Carrot Oat Energy Bites

This recipe started for carrot oat energy bites started as a foray into healthy Christmas food ideas, but honestly, these balls don’t need to be kept for Christmas time, so whether you have popped over to my site to find the reindeer food or to find a lower sugar nut free ball, do not panic.
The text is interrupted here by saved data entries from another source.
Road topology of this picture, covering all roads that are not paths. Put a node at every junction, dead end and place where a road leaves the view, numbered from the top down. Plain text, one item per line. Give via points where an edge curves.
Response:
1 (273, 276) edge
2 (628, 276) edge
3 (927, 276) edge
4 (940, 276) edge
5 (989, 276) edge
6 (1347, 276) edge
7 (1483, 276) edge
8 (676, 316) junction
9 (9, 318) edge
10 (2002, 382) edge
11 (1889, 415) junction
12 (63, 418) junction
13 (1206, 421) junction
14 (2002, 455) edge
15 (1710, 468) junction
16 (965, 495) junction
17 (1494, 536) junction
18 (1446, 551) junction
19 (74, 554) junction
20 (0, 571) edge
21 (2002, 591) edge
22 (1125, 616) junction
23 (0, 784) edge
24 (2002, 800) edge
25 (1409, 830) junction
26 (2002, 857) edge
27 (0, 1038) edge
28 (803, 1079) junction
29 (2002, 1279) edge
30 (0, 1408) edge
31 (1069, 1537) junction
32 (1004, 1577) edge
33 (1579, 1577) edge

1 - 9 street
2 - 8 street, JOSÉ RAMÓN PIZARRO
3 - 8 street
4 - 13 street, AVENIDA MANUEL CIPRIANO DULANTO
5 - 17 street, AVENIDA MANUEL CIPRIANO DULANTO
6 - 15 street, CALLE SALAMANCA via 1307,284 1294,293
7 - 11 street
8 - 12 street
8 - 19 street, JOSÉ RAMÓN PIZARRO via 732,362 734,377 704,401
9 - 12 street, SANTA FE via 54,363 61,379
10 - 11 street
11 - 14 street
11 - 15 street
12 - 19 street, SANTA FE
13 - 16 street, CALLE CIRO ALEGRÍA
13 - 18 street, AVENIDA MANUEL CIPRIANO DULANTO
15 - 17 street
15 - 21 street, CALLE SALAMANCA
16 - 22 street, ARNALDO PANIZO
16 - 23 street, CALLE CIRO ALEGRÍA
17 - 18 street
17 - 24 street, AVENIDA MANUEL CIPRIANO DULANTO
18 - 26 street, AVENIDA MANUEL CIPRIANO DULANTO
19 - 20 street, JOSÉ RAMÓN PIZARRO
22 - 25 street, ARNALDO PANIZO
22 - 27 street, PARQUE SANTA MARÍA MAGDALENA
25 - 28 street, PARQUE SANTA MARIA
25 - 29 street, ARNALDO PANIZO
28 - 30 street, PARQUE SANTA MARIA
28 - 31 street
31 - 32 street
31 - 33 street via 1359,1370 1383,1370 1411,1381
You are in the right place for both.

These carrot bliss balls started as a wee flurry of healthy Christmas treats I created a couple of years ago when my blog was still very new and all my kiddos were very small.

The original idea was that calling them ‘Reindeer Food’ was not only a fun Christmas idea but also a great introduction into bliss balls for kids.

When I was little we always left carrots out for the reindeer, and I am proudly continuing the tradition of chomping on carrots in the middle of the night to please my kids going!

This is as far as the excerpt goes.